Data provided: Begin
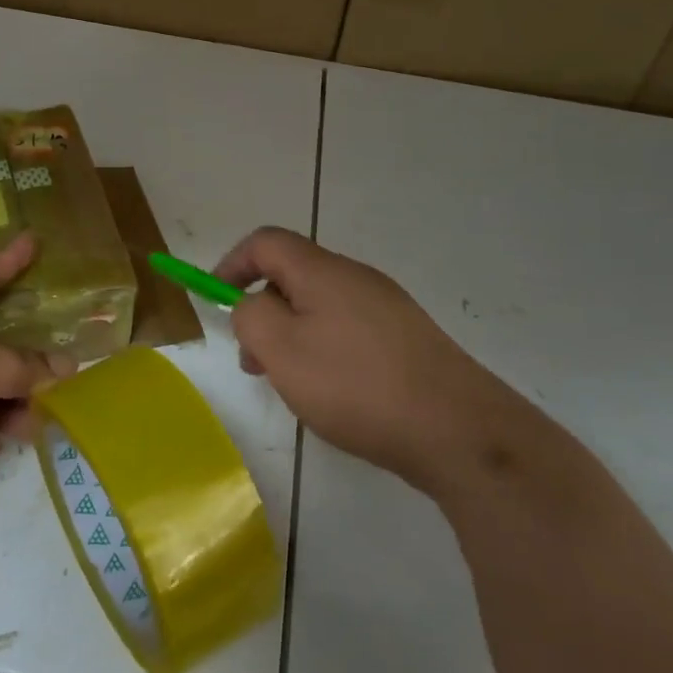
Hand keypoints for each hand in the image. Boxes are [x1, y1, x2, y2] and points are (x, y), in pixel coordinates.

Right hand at [214, 227, 492, 491]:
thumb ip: (250, 316)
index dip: (232, 263)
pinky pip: (348, 330)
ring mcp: (386, 308)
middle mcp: (356, 277)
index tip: (215, 299)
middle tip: (253, 361)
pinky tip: (334, 395)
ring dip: (292, 335)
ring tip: (291, 386)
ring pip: (320, 307)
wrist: (457, 429)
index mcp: (322, 271)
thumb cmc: (355, 384)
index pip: (266, 242)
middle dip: (262, 310)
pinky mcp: (406, 339)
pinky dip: (324, 350)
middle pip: (293, 275)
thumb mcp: (282, 350)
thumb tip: (251, 304)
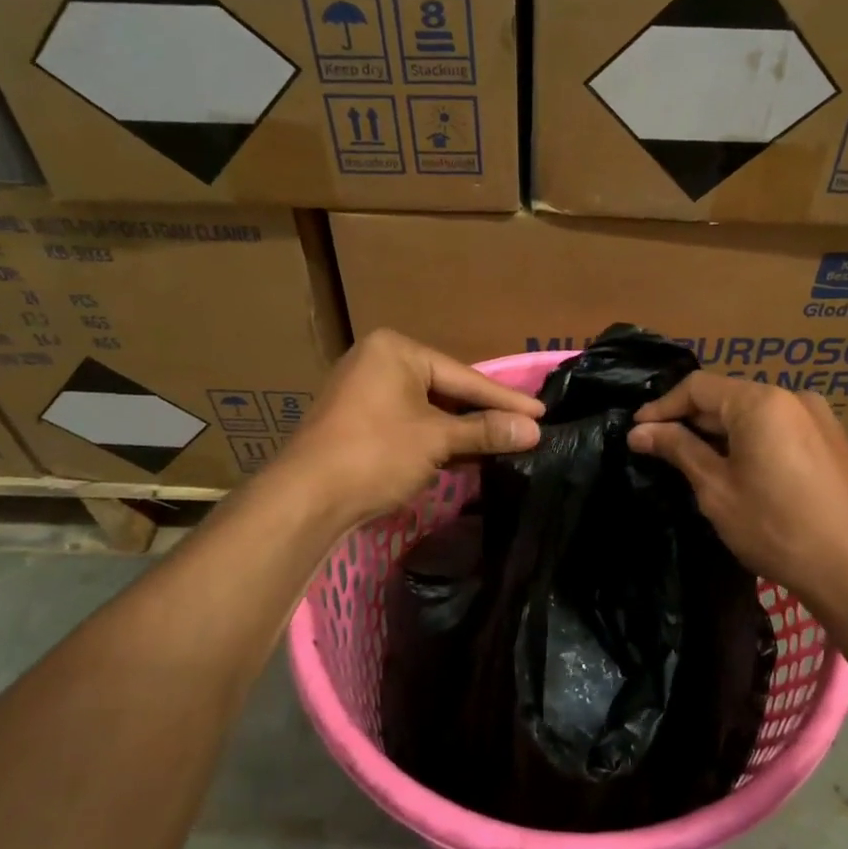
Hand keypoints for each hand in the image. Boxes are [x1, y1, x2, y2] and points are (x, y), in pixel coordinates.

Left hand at [275, 330, 542, 528]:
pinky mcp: (357, 422)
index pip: (463, 376)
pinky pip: (409, 424)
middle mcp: (378, 362)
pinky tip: (465, 453)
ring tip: (504, 442)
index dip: (504, 399)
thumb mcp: (437, 440)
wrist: (306, 498)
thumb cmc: (375, 453)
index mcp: (395, 350)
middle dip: (483, 414)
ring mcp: (364, 393)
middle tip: (526, 427)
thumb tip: (535, 430)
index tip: (541, 412)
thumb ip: (486, 431)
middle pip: (446, 390)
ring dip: (461, 431)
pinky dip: (436, 439)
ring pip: (428, 410)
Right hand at [628, 374, 847, 610]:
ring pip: (754, 413)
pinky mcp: (832, 440)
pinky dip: (751, 440)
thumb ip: (678, 450)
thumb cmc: (776, 529)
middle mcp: (793, 397)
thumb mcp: (717, 489)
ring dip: (721, 432)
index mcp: (761, 401)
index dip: (662, 406)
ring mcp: (819, 417)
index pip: (698, 386)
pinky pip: (780, 428)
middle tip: (659, 448)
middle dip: (691, 421)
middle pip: (728, 397)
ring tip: (694, 461)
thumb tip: (639, 431)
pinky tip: (738, 469)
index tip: (636, 431)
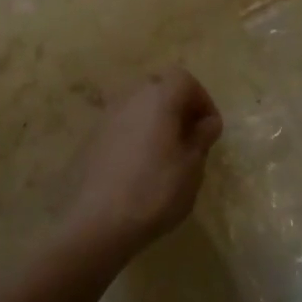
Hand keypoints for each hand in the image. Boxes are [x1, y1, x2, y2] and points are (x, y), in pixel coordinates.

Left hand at [66, 68, 222, 259]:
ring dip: (156, 121)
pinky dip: (136, 135)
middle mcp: (131, 97)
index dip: (202, 99)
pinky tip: (140, 166)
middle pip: (159, 87)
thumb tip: (207, 122)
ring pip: (139, 106)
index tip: (209, 128)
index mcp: (159, 98)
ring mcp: (107, 116)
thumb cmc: (154, 191)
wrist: (97, 223)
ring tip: (166, 154)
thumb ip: (201, 138)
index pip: (184, 78)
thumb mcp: (191, 168)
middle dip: (178, 107)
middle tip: (190, 138)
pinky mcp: (92, 138)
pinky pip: (122, 125)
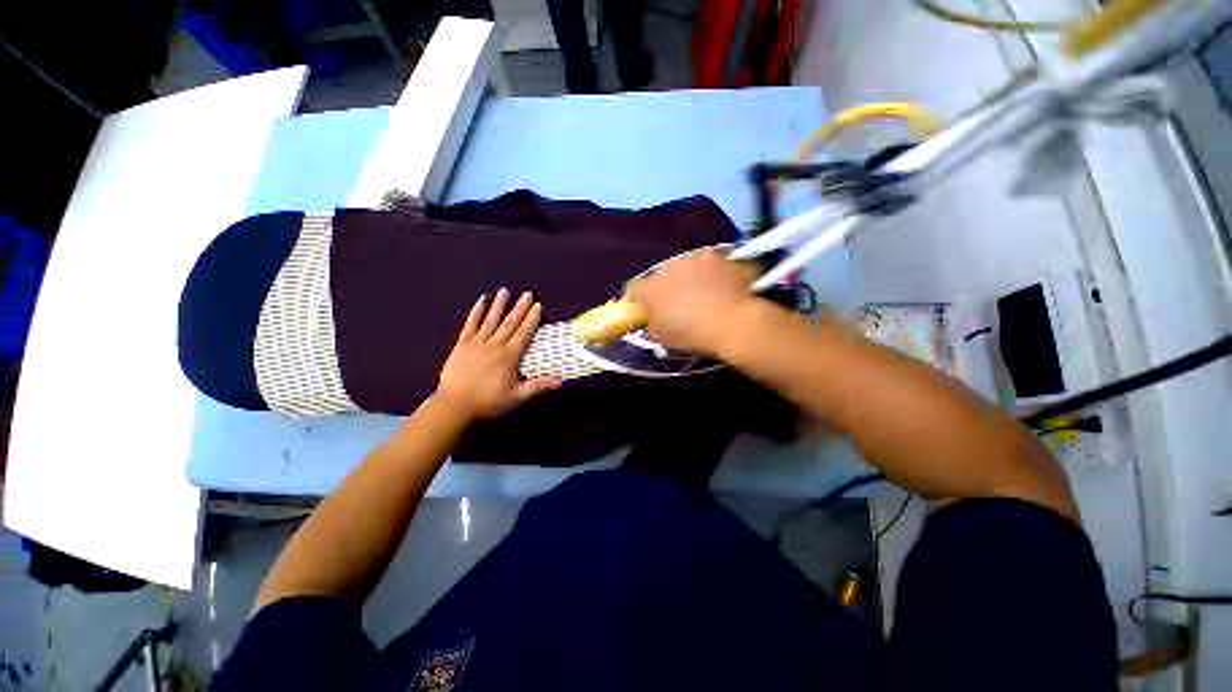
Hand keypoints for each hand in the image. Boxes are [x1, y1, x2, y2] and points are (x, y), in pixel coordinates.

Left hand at [434, 288, 560, 419]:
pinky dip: (476, 312)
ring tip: (505, 291)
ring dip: (499, 305)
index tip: (538, 306)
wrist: (454, 405)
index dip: (532, 319)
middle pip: (509, 323)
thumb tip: (560, 380)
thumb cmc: (487, 402)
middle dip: (520, 308)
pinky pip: (470, 325)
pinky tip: (481, 302)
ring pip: (490, 320)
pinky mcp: (462, 345)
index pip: (524, 333)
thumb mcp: (517, 397)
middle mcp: (494, 345)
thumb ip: (538, 386)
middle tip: (527, 294)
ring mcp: (476, 343)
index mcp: (509, 356)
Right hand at [626, 249, 756, 355]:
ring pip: (685, 268)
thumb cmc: (691, 333)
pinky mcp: (718, 258)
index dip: (638, 300)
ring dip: (688, 278)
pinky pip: (709, 266)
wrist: (732, 322)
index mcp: (651, 288)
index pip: (634, 290)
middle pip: (660, 276)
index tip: (645, 308)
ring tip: (701, 294)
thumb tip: (652, 318)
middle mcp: (669, 268)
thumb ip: (651, 324)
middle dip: (665, 287)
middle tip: (676, 303)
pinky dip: (711, 275)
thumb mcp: (662, 338)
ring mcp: (695, 260)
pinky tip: (721, 288)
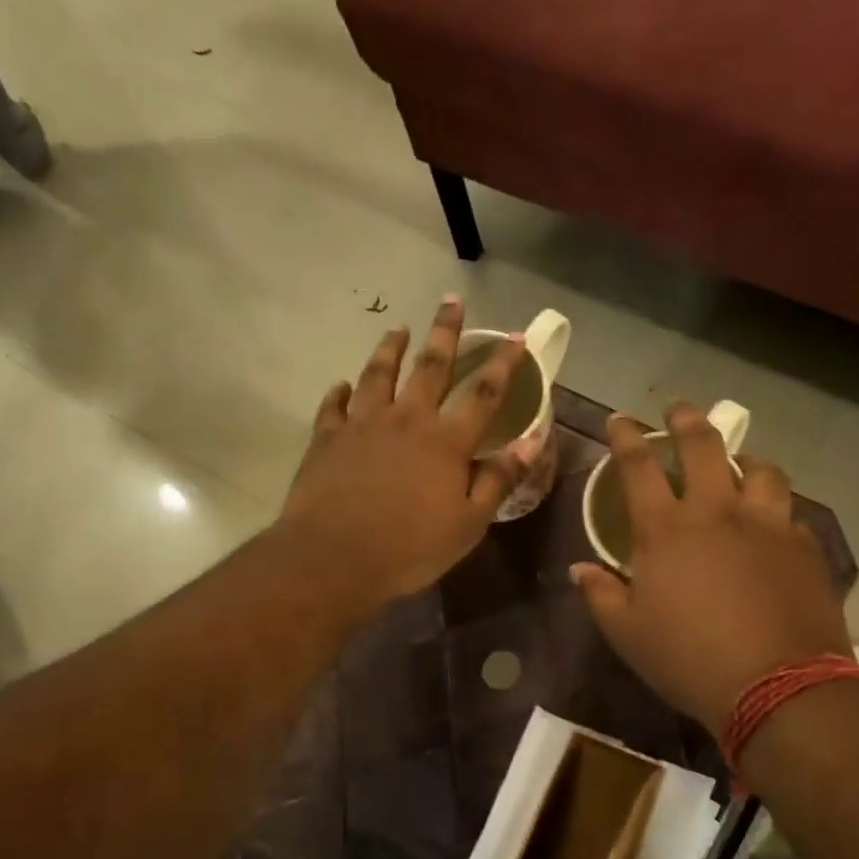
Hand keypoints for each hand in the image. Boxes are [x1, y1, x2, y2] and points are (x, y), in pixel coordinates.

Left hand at [279, 297, 536, 613]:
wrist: (334, 558)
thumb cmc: (409, 548)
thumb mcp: (468, 524)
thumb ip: (498, 479)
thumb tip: (530, 442)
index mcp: (446, 442)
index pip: (483, 394)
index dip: (503, 364)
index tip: (515, 337)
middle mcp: (406, 420)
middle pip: (430, 367)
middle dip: (445, 332)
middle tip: (451, 300)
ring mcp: (363, 425)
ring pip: (379, 374)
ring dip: (390, 349)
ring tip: (397, 329)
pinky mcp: (327, 439)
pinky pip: (335, 406)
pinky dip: (341, 392)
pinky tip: (343, 385)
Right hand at [571, 406, 850, 735]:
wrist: (778, 686)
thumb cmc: (689, 659)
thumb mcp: (628, 634)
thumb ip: (600, 595)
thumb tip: (579, 569)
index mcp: (666, 530)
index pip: (639, 466)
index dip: (625, 436)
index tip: (618, 420)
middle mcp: (717, 512)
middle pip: (703, 447)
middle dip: (686, 421)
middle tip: (678, 410)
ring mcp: (767, 525)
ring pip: (759, 470)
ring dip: (743, 460)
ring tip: (738, 464)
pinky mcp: (804, 546)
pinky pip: (789, 513)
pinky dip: (774, 510)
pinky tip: (772, 525)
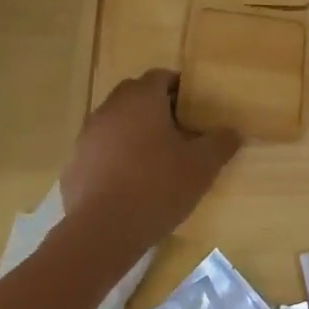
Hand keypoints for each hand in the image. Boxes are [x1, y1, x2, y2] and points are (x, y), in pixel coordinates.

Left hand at [61, 69, 239, 251]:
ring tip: (155, 159)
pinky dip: (115, 157)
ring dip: (134, 132)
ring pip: (117, 122)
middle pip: (136, 96)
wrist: (103, 231)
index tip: (195, 109)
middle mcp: (111, 107)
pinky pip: (101, 149)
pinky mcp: (75, 162)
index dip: (180, 89)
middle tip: (179, 132)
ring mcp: (88, 135)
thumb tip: (232, 132)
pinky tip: (130, 183)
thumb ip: (221, 143)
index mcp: (142, 98)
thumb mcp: (202, 166)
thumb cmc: (158, 186)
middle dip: (156, 108)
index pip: (161, 77)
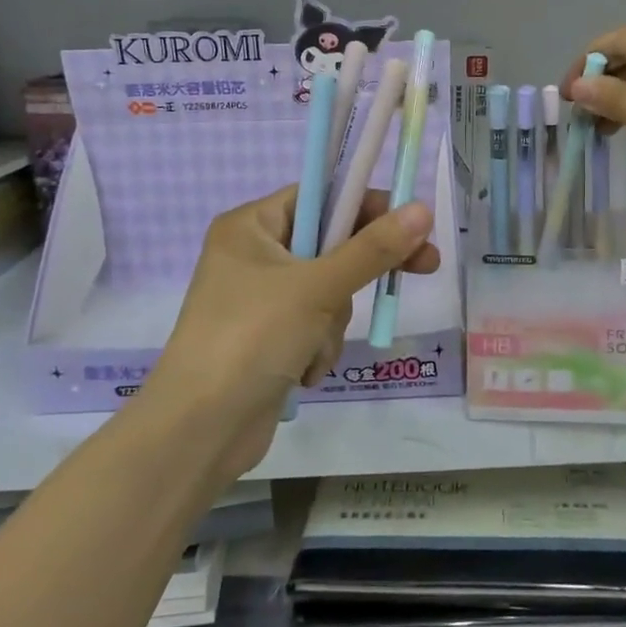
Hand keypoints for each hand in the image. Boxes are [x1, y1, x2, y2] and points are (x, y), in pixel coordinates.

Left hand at [139, 188, 438, 483]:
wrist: (200, 430)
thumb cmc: (252, 338)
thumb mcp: (318, 288)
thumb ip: (373, 249)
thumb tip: (423, 209)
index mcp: (250, 226)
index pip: (321, 196)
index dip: (368, 206)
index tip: (412, 222)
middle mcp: (253, 255)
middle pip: (330, 245)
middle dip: (358, 273)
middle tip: (425, 267)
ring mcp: (260, 300)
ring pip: (329, 291)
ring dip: (332, 322)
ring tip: (312, 348)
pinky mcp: (269, 338)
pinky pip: (315, 325)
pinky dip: (318, 347)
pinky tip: (302, 371)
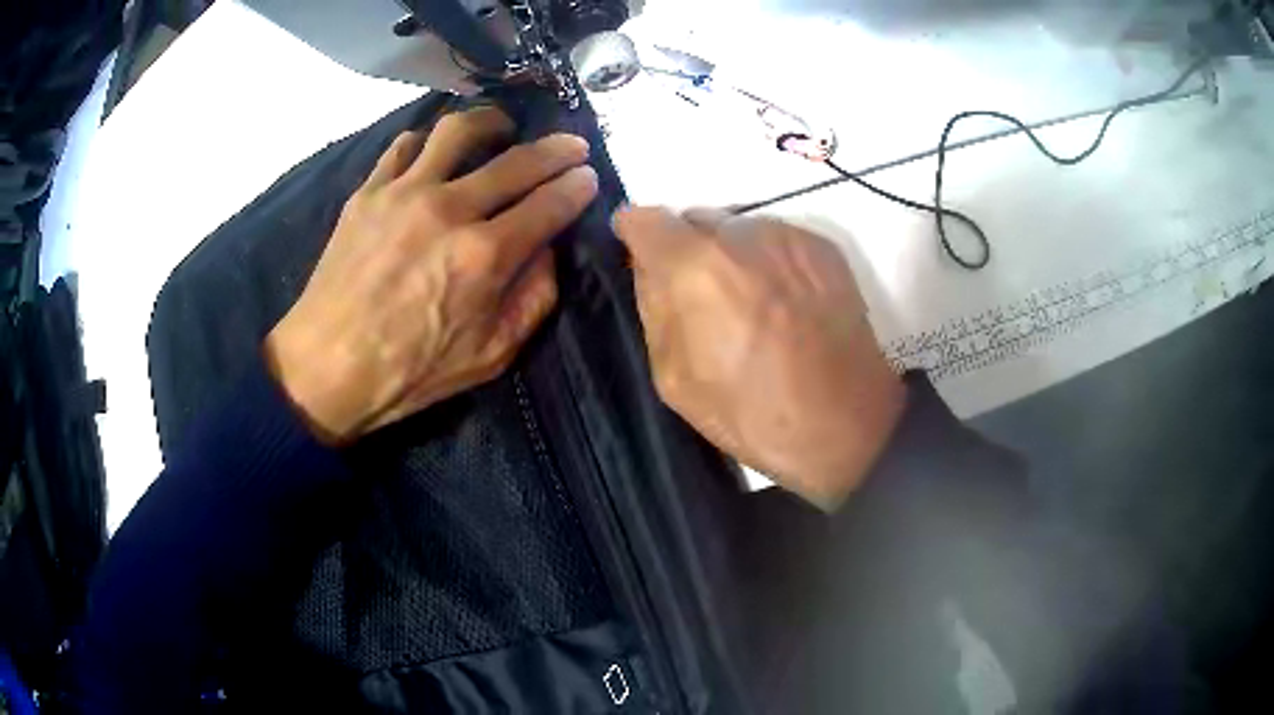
Data provided: End
A word-for-word reproduction is needed of the lines above from the line containing "pinky tip: (343, 385)" through the line containing "index pip: (161, 77)", with both ends kept and no pictures.

» Final answer:
pinky tip: (343, 385)
Right hand at [571, 406, 850, 735]:
wrist: (778, 686)
thumb cmc: (689, 659)
thumb mcp: (628, 634)
thumb ip: (600, 595)
thumb tip: (579, 569)
index mcp: (666, 530)
index pip: (639, 466)
index dip: (625, 436)
index tip: (618, 420)
middle mcp: (717, 512)
middle pip: (703, 447)
middle dip: (686, 421)
middle tip: (678, 410)
ring mcp: (767, 525)
ring pip: (759, 470)
ring dip: (743, 460)
ring tip: (738, 464)
pinky mcp: (804, 546)
pinky pip: (789, 513)
pinky dip: (774, 510)
pinky tip: (772, 525)
Hand keypoints for each hand in the image. Boxes are [x1, y1, x2, y2] and points are (x, y), in pixel coordinates.

Left hand at [61, 69, 239, 251]:
ring tip: (155, 159)
pinky dip: (115, 157)
ring dip: (134, 132)
ring pip: (117, 122)
middle pip: (136, 96)
wrist: (103, 231)
index tip: (195, 109)
middle mcp: (111, 107)
pinky pip: (101, 149)
pinky mcp: (75, 162)
index dip: (180, 89)
middle tip: (179, 132)
ring mcp: (88, 135)
thumb tip: (232, 132)
pinky tip: (130, 183)
thumb ip: (221, 143)
index mcp: (142, 98)
thumb mcp: (202, 166)
thumb cmc: (158, 186)
middle dip: (156, 108)
index pip: (161, 77)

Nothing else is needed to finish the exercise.